Leaders care only for their own early retirement/ financial freedom. Only those who support that get promoted in Shell by that leader.
This game has nothing to do with the core business of pumping and selling oil or another 100 years of Shell.
Prove me wrong.
the industry is not “ultra competitive”
the demand for oil has passed its peak and the end is in sight
that’s why every major is selling assets and buying back its stock and cutting costs. the plan is to shrink with grace because the pivots didn’t work out.
if it was about competition you would see assets with multiple bids. instead nobody is building anything and only selling to smaller players. it’s time for you to wake up and smell the permanent irreversible decline.

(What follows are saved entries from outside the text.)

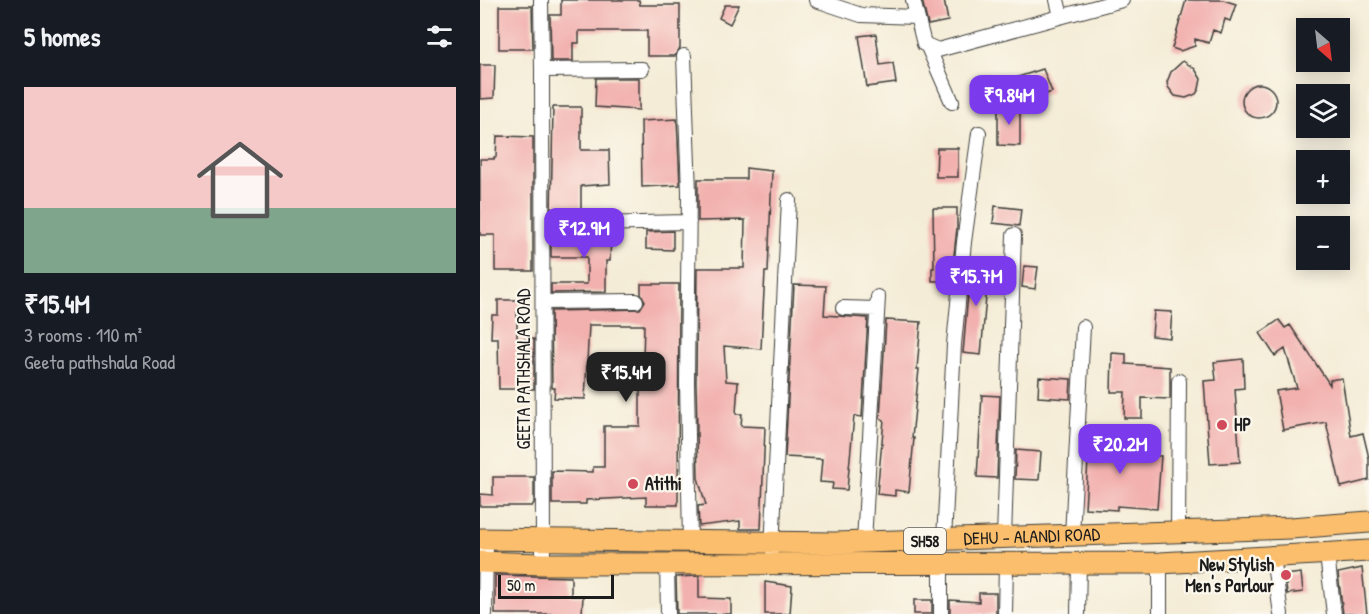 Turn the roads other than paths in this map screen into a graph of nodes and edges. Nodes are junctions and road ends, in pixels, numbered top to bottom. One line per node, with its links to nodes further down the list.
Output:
1 (542, 0): 11 (street, GEETA PATHSHALA ROAD)
2 (816, 0): 7 (street)
3 (913, 0): 7 (street)
4 (1057, 0): 6 (street)
5 (1122, 0): 6 (street)
6 (1061, 16): 8 (street)
7 (916, 17): 8 (street)
8 (928, 47): 12 (street)
9 (684, 56): 15 (street)
10 (642, 69): 11 (street)
11 (542, 70): 16 (street, GEETA PATHSHALA ROAD)
12 (952, 102)
13 (979, 133): 29 (street)
14 (789, 200): 33 (street)
15 (689, 222): 16 (street); 30 (street)
16 (543, 225): 19 (street, GEETA PATHSHALA ROAD)
17 (1014, 235): 26 (street)
18 (636, 301): 19 (street)
19 (543, 302): 28 (street, GEETA PATHSHALA ROAD)
20 (843, 308): 31 (street)
21 (1083, 327): 25 (street)
22 (1179, 381): 24 (street)
23 (1369, 522): 24 (main road, DEHU - ALANDI ROAD / SH58)
24 (1178, 532): 25 (main road, DEHU - ALANDI ROAD / SH58)
25 (1072, 536): 26 (main road, DEHU - ALANDI ROAD / SH58)
26 (1004, 538): 29 (main road, DEHU - ALANDI ROAD / SH58)
27 (483, 539): 28 (main road, DEHU - ALANDI ROAD / SH58); 36 (street)
28 (542, 540): 30 (main road, DEHU - ALANDI ROAD / SH58); 41 (street, GEETA PATHSHALA ROAD)
29 (944, 540): 31 (main road, DEHU - ALANDI ROAD / SH58)
30 (690, 542): 33 (main road, DEHU - ALANDI ROAD / SH58)
31 (864, 542): 33 (main road, DEHU - ALANDI ROAD / SH58)
32 (1369, 551): 34 (main road, DEHU - ALANDI ROAD / SH58)
33 (771, 553): 37 (main road, DEHU - ALANDI ROAD / SH58); 38 (main road, DEHU - ALANDI ROAD / SH58)
34 (1327, 555): 35 (main road, DEHU - ALANDI ROAD / SH58); 50 (street)
35 (1273, 557): 40 (main road, DEHU - ALANDI ROAD / SH58); 49 (street)
36 (483, 562): 41 (main road, DEHU - ALANDI ROAD / SH58); 43 (street)
37 (667, 563): 41 (main road, DEHU - ALANDI ROAD / SH58); 44 (street)
38 (941, 563): 39 (main road, DEHU - ALANDI ROAD / SH58); 45 (street)
39 (1006, 563): 42 (main road, DEHU - ALANDI ROAD / SH58); 46 (street)
40 (1161, 563): 42 (main road, DEHU - ALANDI ROAD / SH58); 48 (street)
41 (543, 564)
42 (1079, 564): 47 (street)
43 (485, 614)
44 (668, 614)
45 (941, 614)
46 (1005, 614)
47 (1078, 614)
48 (1160, 614)
49 (1281, 614)
50 (1334, 614) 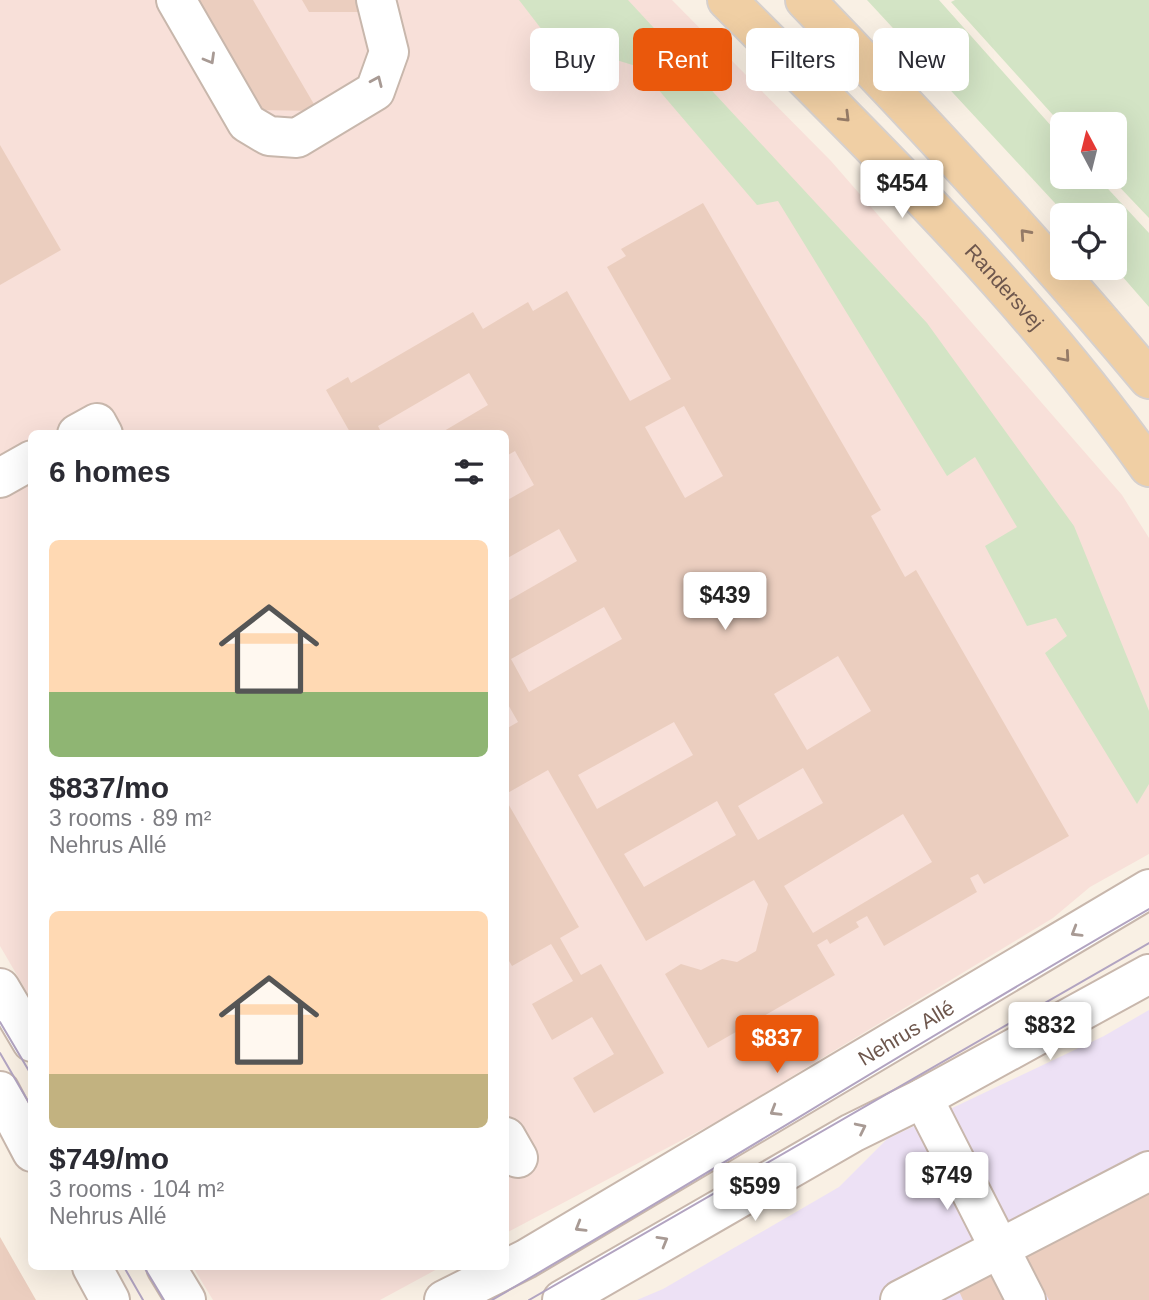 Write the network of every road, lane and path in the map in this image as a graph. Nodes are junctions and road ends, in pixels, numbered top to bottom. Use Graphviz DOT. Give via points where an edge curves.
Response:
graph roads {
  1 [pos="176,0"];
  2 [pos="376,0"];
  3 [pos="727,0"];
  4 [pos="805,0"];
  5 [pos="1149,379"];
  6 [pos="84,430"];
  7 [pos="101,430"];
  8 [pos="28,462"];
  9 [pos="1149,467"];
  10 [pos="0,478"];
  11 [pos="1149,889"];
  12 [pos="1149,974"];
  13 [pos="12,989"];
  14 [pos="28,1031"];
  15 [pos="0,1091"];
  16 [pos="923,1098"];
  17 [pos="28,1144"];
  18 [pos="1149,1171"];
  19 [pos="999,1248"];
  20 [pos="509,1268"];
  21 [pos="94,1270"];
  22 [pos="168,1270"];
  23 [pos="504,1270"];
  24 [pos="110,1300"];
  25 [pos="186,1300"];
  26 [pos="444,1300"];
  27 [pos="562,1300"];
  28 [pos="901,1300"];
  29 [pos="1026,1300"];
  1 -- 2 [label="street, one-way" via="247,123 269,136 297,138 375,91 388,52"];
  3 -- 9 [label="main road, Randersvej, one-way" via="898,170 1080,374"];
  5 -- 4 [label="main road, one-way" via="1046,256"];
  6 -- 7 [label="street" via="97,423"];
  8 -- 10 [label="street"];
  11 -- 20 [label="street, Nehrus Allé, one-way"];
  12 -- 16 [label="street"];
  13 -- 14 [label="street"];
  15 -- 17 [label="street"];
  16 -- 19 [label="street"];
  27 -- 16 [label="street, one-way" via="852,1133"];
  18 -- 19 [label="street"];
  19 -- 28 [label="street"];
  19 -- 29 [label="street"];
  21 -- 24 [label="street"];
  22 -- 25 [label="street"];
  23 -- 26 [label="street, Nehrus Allé, one-way"];
} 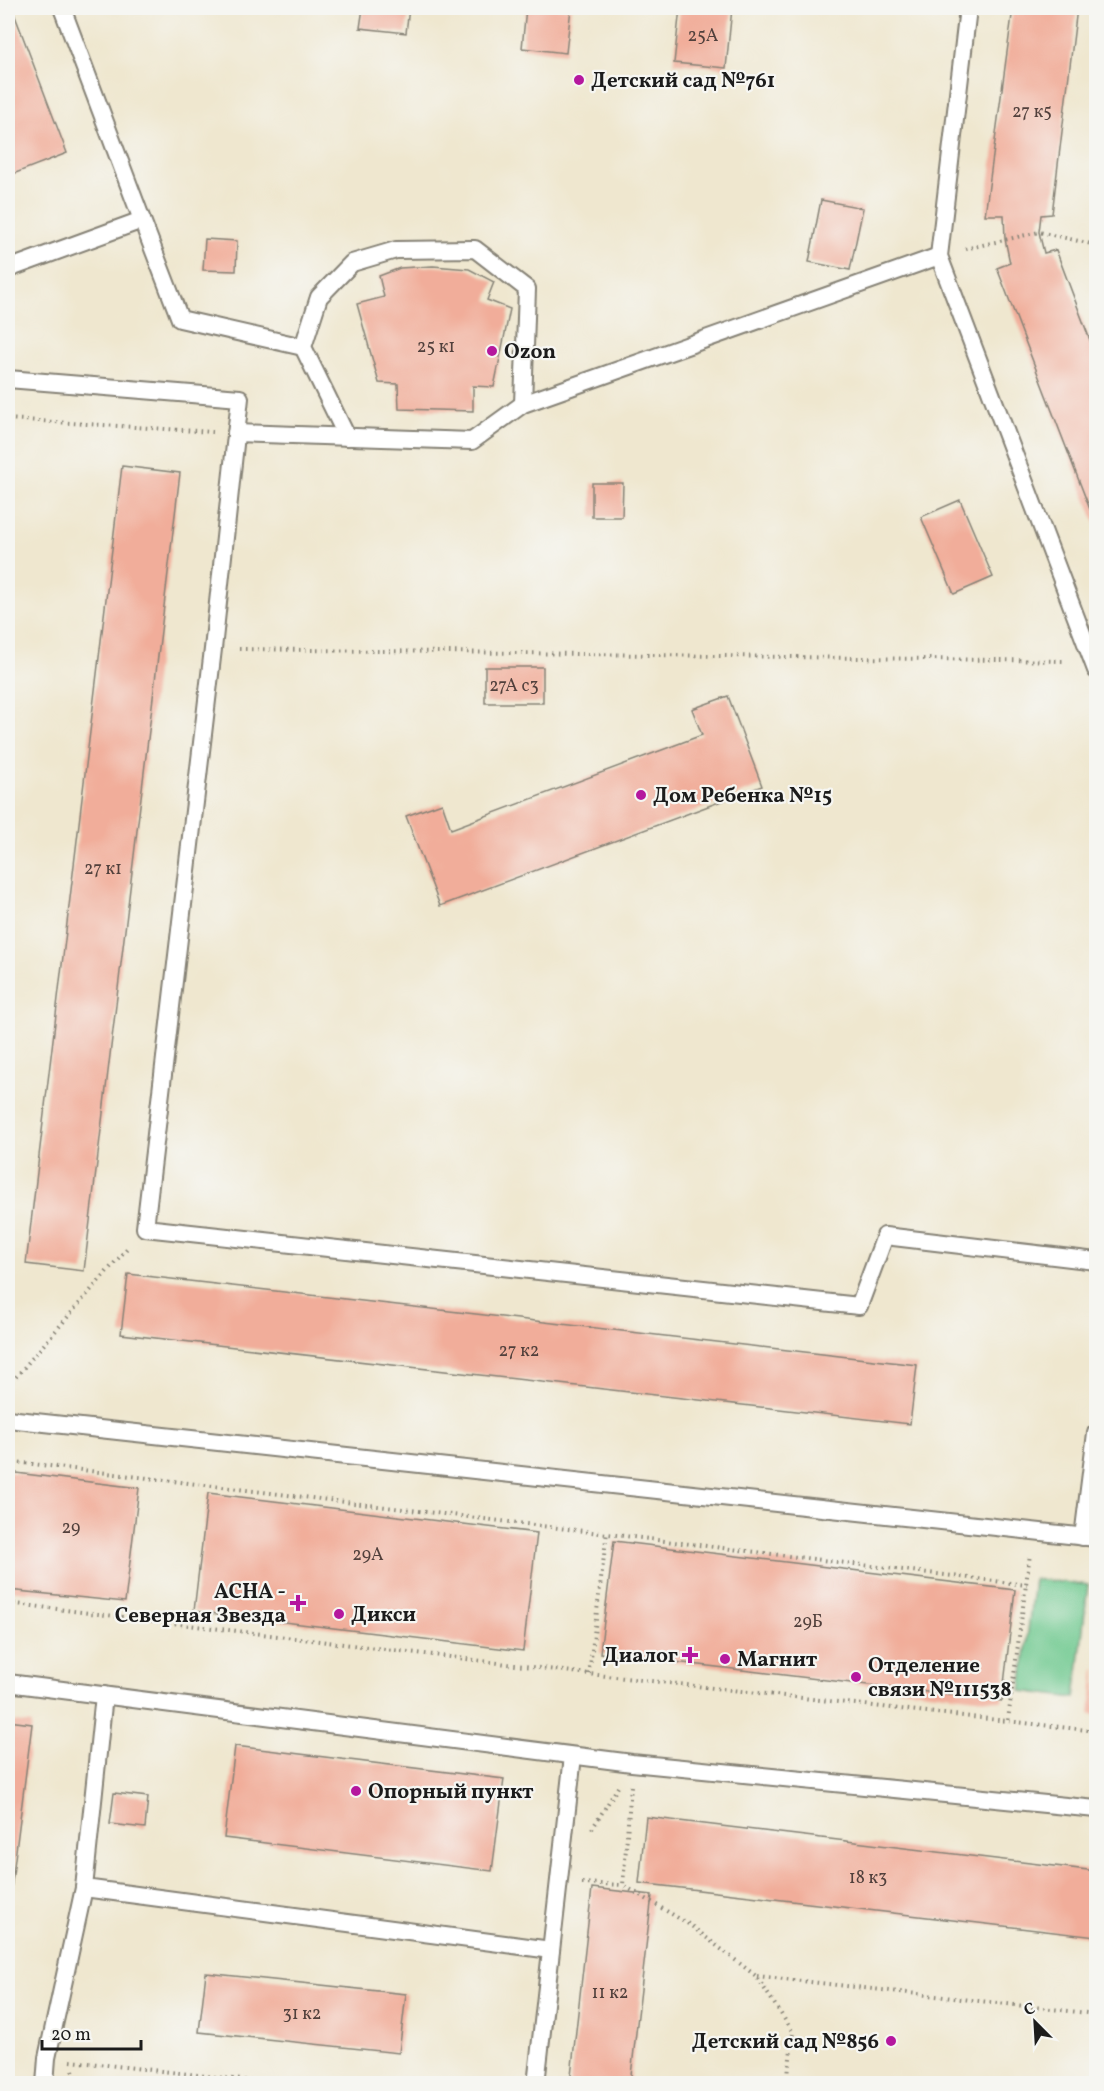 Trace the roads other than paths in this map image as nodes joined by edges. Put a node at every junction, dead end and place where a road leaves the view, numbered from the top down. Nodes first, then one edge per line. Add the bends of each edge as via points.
1 (62, 8) edge
2 (968, 8) edge
3 (142, 220) junction
4 (939, 256) junction
5 (8, 269) edge
6 (303, 347) junction
7 (8, 379) edge
8 (523, 404) junction
9 (236, 433) junction
10 (347, 437) junction
11 (1095, 665) edge
12 (1096, 1261) edge
13 (8, 1419) edge
14 (1096, 1433) edge
15 (1090, 1537) edge
16 (8, 1683) edge
17 (104, 1695) junction
18 (573, 1756) junction
19 (1096, 1809) edge
20 (84, 1888) junction
21 (551, 1950) junction
22 (45, 2084) edge
23 (536, 2084) edge

1 - 3 lane
2 - 4 lane
3 - 5 lane
3 - 6 lane via 180,319
4 - 8 lane
4 - 11 lane
6 - 8 lane via 319,297 352,263 396,250 475,249 526,289
6 - 10 lane
7 - 9 lane via 240,398
8 - 10 lane via 472,441
9 - 10 lane
9 - 12 lane via 145,1228 859,1306 885,1236
13 - 15 lane
14 - 15 lane
16 - 17 lane
17 - 18 lane
17 - 20 lane
18 - 19 lane
18 - 21 lane
20 - 21 lane
20 - 22 lane via 47,2058
21 - 23 lane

the leadership teams demands to “be competitive” are about absolutely nothing more than finding the cash to buy back the stock so that the price has an artificial bottom.
The #we care b ull sh it has never been more nauseating than it has in the last few years.
Can’t imagine a more tangible example of “people are our most important assets” being dead and gone.
So, when senior leaders stand up at staff gatherings, with that smarmy smile, and make any comment about how important people are to the Company, it is pure feel-good baloney from a male cow.
@f5 prime time? The industry was different structurally. how so?
No Unconventional factory
US production on persistent decline
Oil and service company culture was significantly different
Go to this years SPE ATCE and notice the difference. In 1996 far larger attendance for more social events. It will be an exercise in low turnout low energy low social connections….
Shell needs simplicity for survival. The days of being treated with white gloves is over. We are in a global industry that is ultra competitive and those comforts of the past are no more. Look around Houston…does it look or feel like 1996? Nope so get used to new ways of working. The days of pampering and mollycoddling are over. It’s really rough out there outside your pristine campus. Very few jobs and the hiring process is brutal…when you spend 9 months looking and only receive a few poorly developed opportunities you will understand the real job market.
@b3 when we had AK, shell would transfer you back to lower 48 if you were made redundant. Destination was your choice if not successful fining anything. You got another full move package but I don’t think a premium added. That’s the closest I’ve heard to us compensating for transfers that didn’t workout. Maybe other areas are different. I agree, we should bring people back under certain circumstances. Especially if a venture fails and not in that persons control.
I've seen this at other companies. I feel like corporations should be on the hook to compensate employees in this situation at twice what it cost to move them.
I think in another decade the company would have taken care of you. That company doesn’t exist anymore.